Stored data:
"""

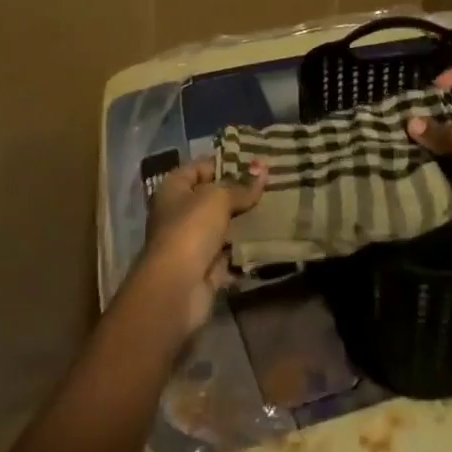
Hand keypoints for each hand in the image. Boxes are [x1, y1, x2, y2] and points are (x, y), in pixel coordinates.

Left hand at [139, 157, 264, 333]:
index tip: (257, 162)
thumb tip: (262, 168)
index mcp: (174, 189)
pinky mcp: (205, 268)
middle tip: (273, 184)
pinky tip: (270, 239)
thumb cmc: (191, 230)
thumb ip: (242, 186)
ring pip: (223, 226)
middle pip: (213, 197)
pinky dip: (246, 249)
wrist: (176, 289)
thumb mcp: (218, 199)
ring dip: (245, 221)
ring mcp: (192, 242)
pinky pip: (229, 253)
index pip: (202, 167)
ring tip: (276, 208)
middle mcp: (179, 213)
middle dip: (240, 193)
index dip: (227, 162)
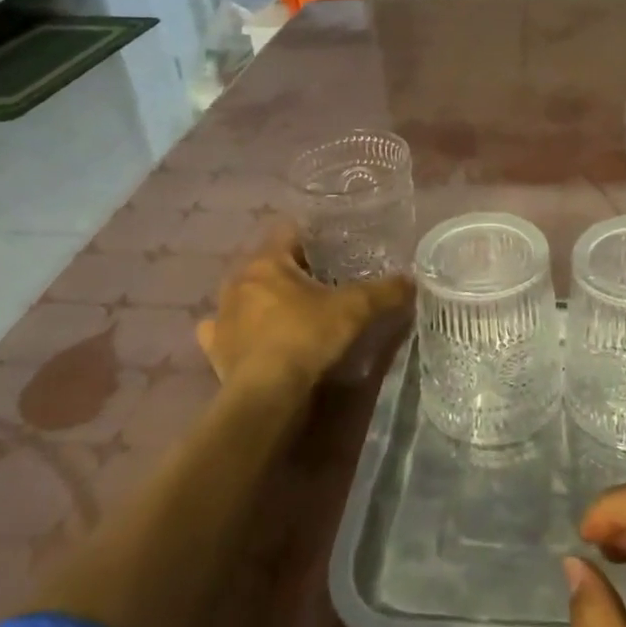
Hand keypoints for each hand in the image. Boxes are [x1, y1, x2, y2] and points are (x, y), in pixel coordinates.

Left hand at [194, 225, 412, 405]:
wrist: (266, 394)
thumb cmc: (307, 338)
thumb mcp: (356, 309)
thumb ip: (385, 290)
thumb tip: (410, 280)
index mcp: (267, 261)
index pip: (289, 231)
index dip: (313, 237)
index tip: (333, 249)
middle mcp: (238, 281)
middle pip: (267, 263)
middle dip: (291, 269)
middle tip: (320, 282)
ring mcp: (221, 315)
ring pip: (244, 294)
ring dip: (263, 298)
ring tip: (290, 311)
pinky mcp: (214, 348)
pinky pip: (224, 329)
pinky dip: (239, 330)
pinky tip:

"""

- _Instructions to follow_
Copy out every entry above exactly. Leave the pictures out.

- _The answer_
Hand keypoints for each hand in the image. Boxes are [x1, y1, x2, y2] and points are (x, y), in pixel coordinates.

Left hand at [139, 157, 264, 333]:
index tip: (257, 162)
thumb tip: (262, 168)
index mcp: (174, 189)
pinky mcp: (205, 268)
middle tip: (273, 184)
pinky tip: (270, 239)
thumb cmc: (191, 230)
thumb ip: (242, 186)
ring pip: (223, 226)
middle pip: (213, 197)
pinky dip: (246, 249)
wrist: (176, 289)
thumb mcp: (218, 199)
ring dip: (245, 221)
ring mcp: (192, 242)
pinky pip: (229, 253)
index pip: (202, 167)
ring tip: (276, 208)
middle mcp: (179, 213)
middle dip: (240, 193)
index dip: (227, 162)
Hand keypoints for each hand in the image. Boxes are [x1, y1, x2, y2] and points are (x, y), in pixel coordinates.

Left hand at [194, 225, 412, 405]:
wrist: (266, 394)
thumb cmc: (307, 338)
thumb mcp: (356, 309)
thumb ip: (385, 290)
thumb tip: (410, 280)
index mcp: (267, 261)
index pip: (289, 231)
index dip: (313, 237)
index tip: (333, 249)
middle mcp: (238, 281)
middle pip: (267, 263)
middle dip: (291, 269)
middle tip: (320, 282)
ring mcp: (221, 315)
ring pip: (244, 294)
ring dip: (263, 298)
ring tip: (290, 311)
pinky mcp: (214, 348)
pinky pip: (224, 329)
pinky dip: (239, 330)
pinky tip:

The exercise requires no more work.